Before diving into the scraping logic, keep in mind that HAP natively supports XPath and XSLT. When it comes to selecting HTML elements from the DOM, you probably want to use CSS Selectors. Learn why in your XPath vs CSS Selector guide.
Thus, install the HtmlAgilityPack CSS Selector extension via the NuGet HtmlAgilityPack.CssSelectors
library:
dotnet add package HtmlAgilityPack.CssSelectors
This package adds the two methods below to document.DocumentNode
object:
-
QuerySelector()
to get the first HTML node that matches the CSS selector passed as an argument. -
QuerySelectorAll()
to find all nodes matching the given CSS selector.
Use them to implement the web scraping Visual Basic logic as follows:
' get the first HTML product node on the page
Dim productHTMLElement = document.DocumentNode.QuerySelector("li.product")
' scrape the data of interest from it and log it
Dim name = HtmlEntity.DeEntitize(productHTMLElement.QuerySelector("h2").InnerText)
Dim url = HtmlEntity.DeEntitize(productHTMLElement.QuerySelector("a").Attributes("href").Value)
Dim image = HtmlEntity.DeEntitize(productHTMLElement.QuerySelector("img").Attributes("src").Value)
Dim price = HtmlEntity.DeEntitize(productHTMLElement.QuerySelector(".price").InnerText)
QuerySelector()
applies the specified CSS selector and gets the desired node. Attributes
helps you find an HTML attribute while Value
enables you to access its value.
Each scraping line is wrapped with HtmlEntity.DeEntitize()
to replace known HTML entities.
You can then print the scraped data in the terminal with:
Console.WriteLine("Product URL: " & url)
Console.WriteLine("Product Image: " & image)
Console.WriteLine("Product Name: " & name)

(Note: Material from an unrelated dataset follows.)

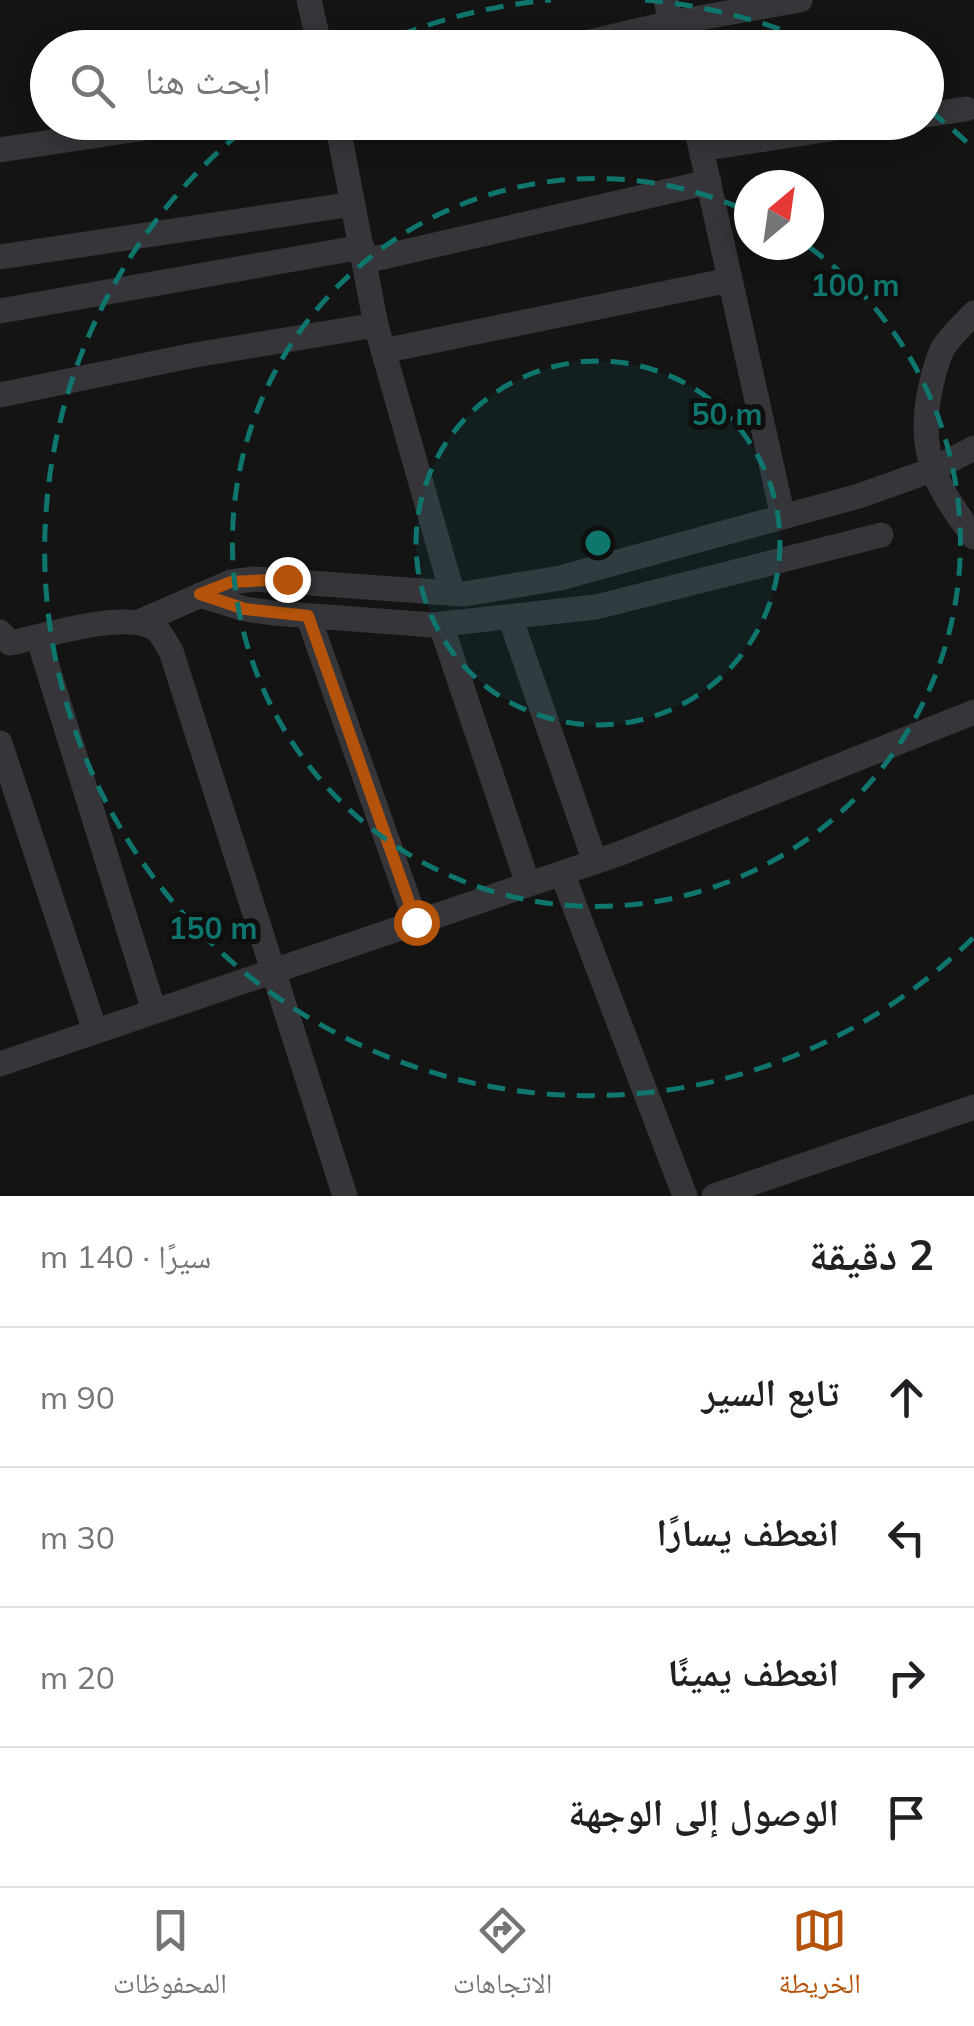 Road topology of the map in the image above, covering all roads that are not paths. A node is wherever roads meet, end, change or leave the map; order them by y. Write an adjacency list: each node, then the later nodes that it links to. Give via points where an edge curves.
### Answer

Console.WriteLine("Product Price: " & price)
Program.vb
will now contain:
Imports HtmlAgilityPack
Public Module Program
Public Sub Main()
' initialize the HAP HTTP client
Dim web As New HtmlWeb()
' connect to target page
Dim document = web.Load("https://www.scrapingcourse.com/ecommerce/")
' get the first HTML product node on the page
Dim productHTMLElement = document.DocumentNode.QuerySelector("li.product")
' scrape the data of interest from it and log it
Dim name = HtmlEntity.DeEntitize(productHTMLElement.QuerySelector("h2").InnerText)
Dim url = HtmlEntity.DeEntitize(productHTMLElement.QuerySelector("a").Attributes("href").Value)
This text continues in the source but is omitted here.